Wagner is the author of the latest manifestation of Republican disdain for Dodd-Frank, the misnamed Retail Investor Protection Act (H.R. 2374) which just passed the House. Wagner’s bill “tweaks” Dodd-Frank in such a way that it curtails the ability of the Securities and Exchange Commission (SEC) and the Department of Labor (DOL) to make rules that protect investors:

… the Certified Financial Planner Board of Standards, the Financial Planning Association and the National Association of Personal Financial Advisors – said that it “views H.R. 2374 as a ‘back-door’ attempt to undermine investor protection provisions in Dodd-Frank and to prevent the SEC and DOL from proceeding with investor protection rulemakings consistent with appropriate cost-benefit analyses and routine interagency coordination.”

Dodd-Frank authorized the SEC to establish a uniform fiduciary standard of conduct for both broker-dealers and investment advisors, the coalition said, and the passage of H.R. 2374 “would substantially impede or completely prevent the SEC from proceeding with a congressionally authorized and long-needed rulemaking that would allow all investors to receive investment advice that is based on their best interests.

This proposed change has not only roused managers of 401(k) funds, but consumer advocates who are concerned that it could stop any regulation of investment brokers who have long been free to run amok. In addition to the groups mentioned above, others such as the Chair of the SEC, the AARP, the Investment Adviser Association, and the North American Security Administrators Association have also lobbied vociferously against the Wagner bill, asserting that it “imposes unnecessary and onerous rulemaking requirements that the Securities and Exchange Commission (SEC) must meet before it can adopt a fiduciary rule” which “not only unnecessarily slows DOL’s rulemaking, but […] potentially halts DOL’s rulemaking altogether if the SEC does not act on a fiduciary rule.”

The net result: H.R. 2374 would leave individual investors and the retirement funds of middle class Americans to the mercy of the sharks. Yet Wagner tries to present the passage of the bill as a victory for the little guy, claiming in an email to constituents that it will “preserve and increase lower and middle income Americans’ access to affordable investments.” Because, you know, in the wealthy Wagner’s country club world, regulation is known by everybody who matters to be bad. Quoted in Investment News:

Ms. Wagner said that the agencies’ “massive rule making” could raise regulatory costs and limit access to investment advice for people trying to save for retirement, college or a home.

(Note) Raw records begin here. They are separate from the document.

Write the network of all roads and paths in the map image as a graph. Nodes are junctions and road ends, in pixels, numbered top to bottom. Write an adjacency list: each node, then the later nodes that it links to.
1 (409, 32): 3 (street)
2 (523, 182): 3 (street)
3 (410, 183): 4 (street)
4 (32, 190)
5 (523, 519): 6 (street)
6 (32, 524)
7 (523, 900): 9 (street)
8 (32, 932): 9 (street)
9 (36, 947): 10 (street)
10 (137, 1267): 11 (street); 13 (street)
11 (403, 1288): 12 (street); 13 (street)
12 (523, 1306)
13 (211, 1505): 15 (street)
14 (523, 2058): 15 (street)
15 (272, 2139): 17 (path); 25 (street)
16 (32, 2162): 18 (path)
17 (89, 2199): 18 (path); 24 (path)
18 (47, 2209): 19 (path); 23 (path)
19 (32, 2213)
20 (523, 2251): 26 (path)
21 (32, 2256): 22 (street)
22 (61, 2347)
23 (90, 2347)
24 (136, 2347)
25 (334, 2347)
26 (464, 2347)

In response to similar gibberish, Bob Clark of Think Advisor, an investment advisor magazine, replies:

Seriously? Is there really a question about whether retail investors are being harmed by what study after study has shown to be the nearly universal [and mistaken] belief that their broker has a legal obligation to act in their best interest? That the costs of acting in investors’ best interests really might somehow outweigh the benefits? Or the underlying implication that it would cost brokerage firms more to act in their clients’ best interests?

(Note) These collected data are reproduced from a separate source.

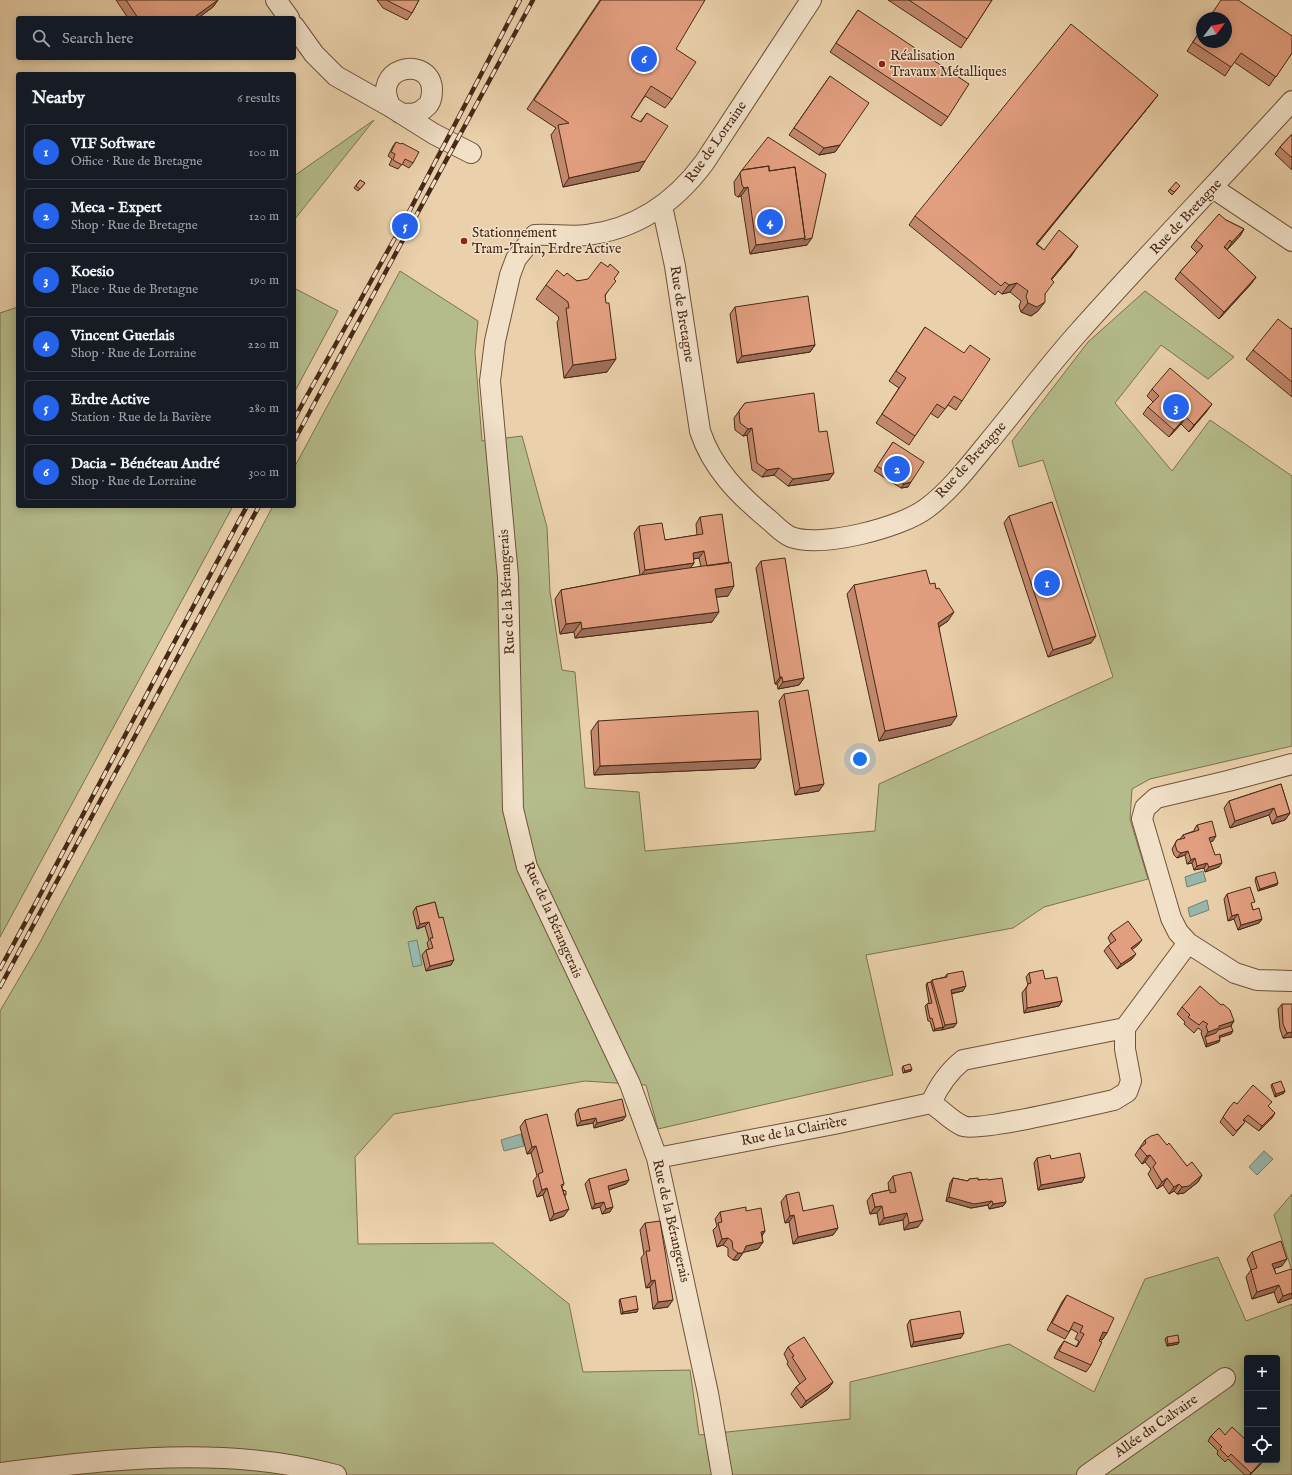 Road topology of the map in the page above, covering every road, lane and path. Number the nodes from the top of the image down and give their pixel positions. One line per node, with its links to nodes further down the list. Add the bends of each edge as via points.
1 (276, 0): 3 (street)
2 (811, 0): 8 (street, Rue de Lorraine, via 704,163 689,183)
3 (288, 16)
4 (296, 29): 6 (street, via 314,54 336,76 434,134)
5 (1292, 101): 7 (street, Rue de Bretagne)
6 (466, 149)
7 (1213, 188): 8 (street, Rue de Bretagne, via 1076,336 963,474 926,509 905,520 873,531 822,541 804,541 788,536 751,505 727,480 706,446 700,431 675,266); 10 (street)
8 (662, 206): 9 (street, Rue de Lorraine, via 623,227 586,235)
9 (535, 235): 16 (street, Rue de la Bérangerais, via 516,259 510,275 495,341 490,382 508,577 513,809 527,867 630,1084)
10 (1292, 241)
11 (1292, 764): 12 (street, via 1156,798 1145,808 1142,819 1171,918 1178,932)
12 (1188, 943): 13 (street, via 1235,973 1257,980); 14 (street)
13 (1292, 981)
14 (1125, 1028): 15 (street, via 964,1060 950,1070); 15 (street, via 1125,1049 1131,1081 1127,1092 1114,1100 990,1125 965,1127 952,1120)
15 (931, 1102): 16 (street, Rue de la Clairière, via 834,1124)
16 (657, 1158): 20 (street, Rue de la Bérangerais, via 708,1393)
17 (1225, 1378): 21 (street, Allée du Calvaire)
18 (0, 1473): 19 (street, via 87,1463 189,1457 291,1464)
19 (336, 1475)
20 (722, 1475)
21 (1086, 1475) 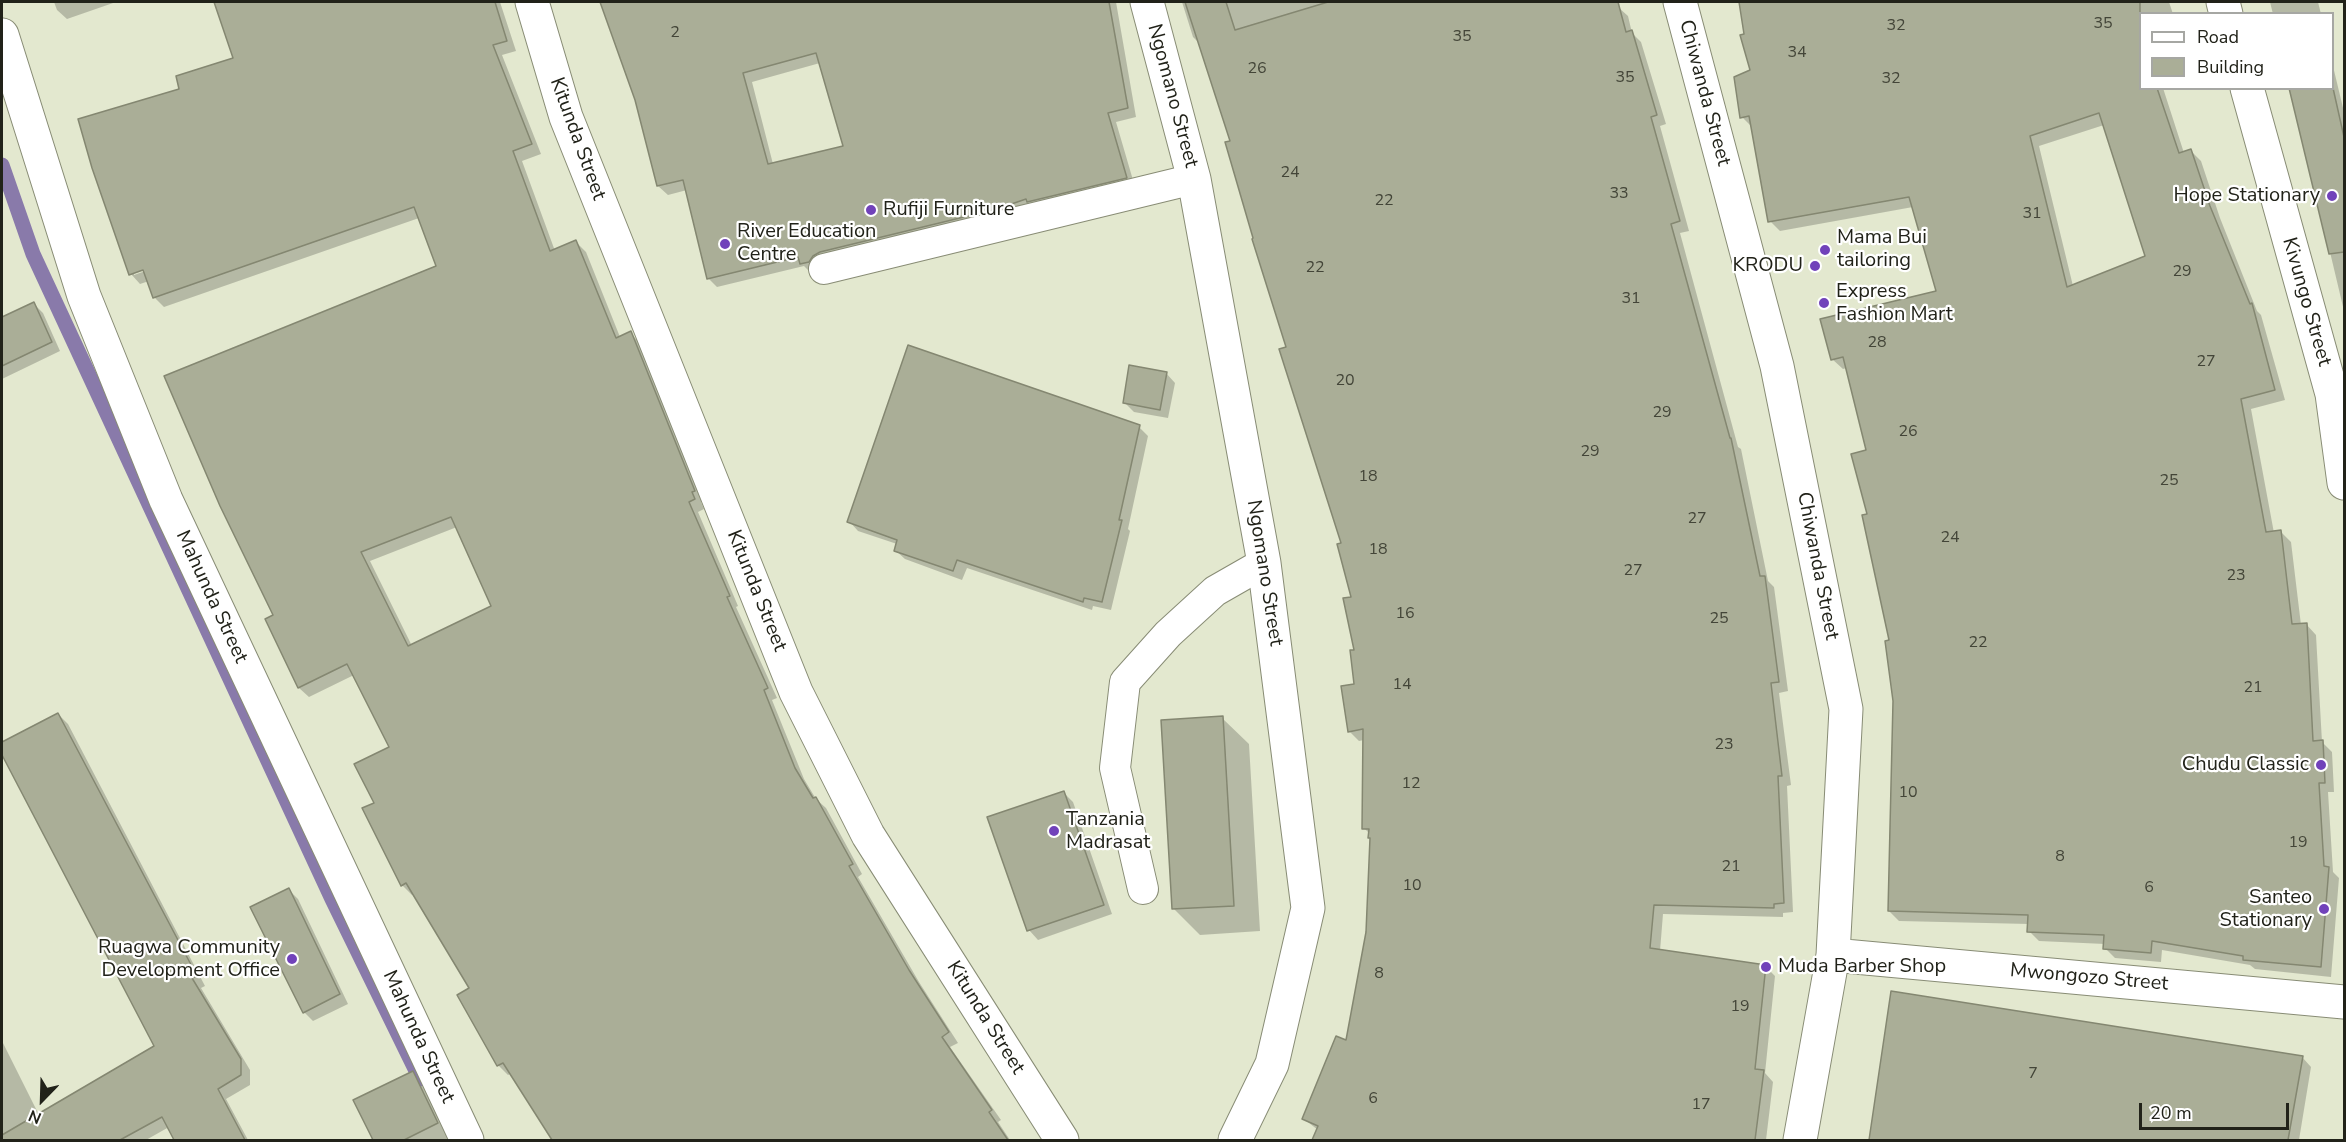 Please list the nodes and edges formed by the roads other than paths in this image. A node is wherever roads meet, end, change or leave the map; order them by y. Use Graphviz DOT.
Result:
graph roads {
  1 [pos="532,2"];
  2 [pos="1148,2"];
  3 [pos="1680,2"];
  4 [pos="2,35"];
  5 [pos="2248,90"];
  6 [pos="1194,179"];
  7 [pos="824,269"];
  8 [pos="2344,483"];
  9 [pos="1264,563"];
  10 [pos="1143,889"];
  11 [pos="1833,955"];
  12 [pos="2344,1002"];
  13 [pos="467,1140"];
  14 [pos="1062,1140"];
  15 [pos="1235,1140"];
  16 [pos="1800,1140"];
  1 -- 14 [label="street, Kitunda Street"];
  2 -- 6 [label="street, Ngomano Street"];
  3 -- 11 [label="street, Chiwanda Street"];
  4 -- 13 [label="street, Mahunda Street"];
  5 -- 8 [label="street, Kivungo Street"];
  6 -- 7 [label="lane"];
  6 -- 9 [label="street, Ngomano Street"];
  9 -- 10 [label="lane"];
  9 -- 15 [label="street, Ngomano Street"];
  11 -- 12 [label="street, Mwongozo Street"];
  11 -- 16 [label="street, Chiwanda Street"];
}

Fortunately, there are folks who remember 2008 and understand that regulation is necessary. President Obama has indicated that he will veto the Wagner bill if it makes it through the Senate – which is unlikely since the Chair of the Senate Banking Committee has said that he does not expect that the Committee will waste time on legislation destined to be vetoed.

Nevertheless, it’s not all good – 30 House Democrats voted for this gift to Wall Street, and and although that’s not a really strong bipartisan vote, it’s disheartening. And, of course, Ann Wagner is swanning around bragging about how she’s working hard for the little guy and holding this piece of drek up as evidence. As Clark noted in his article, it’s mortifying to learn that the securities industry lobby group SIFMA “could really get a Congresswoman, who tells us that ‘it’s the responsibility of Congress to intervene and stand up for hardworking American families’ to put her name on such a bill.”

Cross-posted to Daily Kos.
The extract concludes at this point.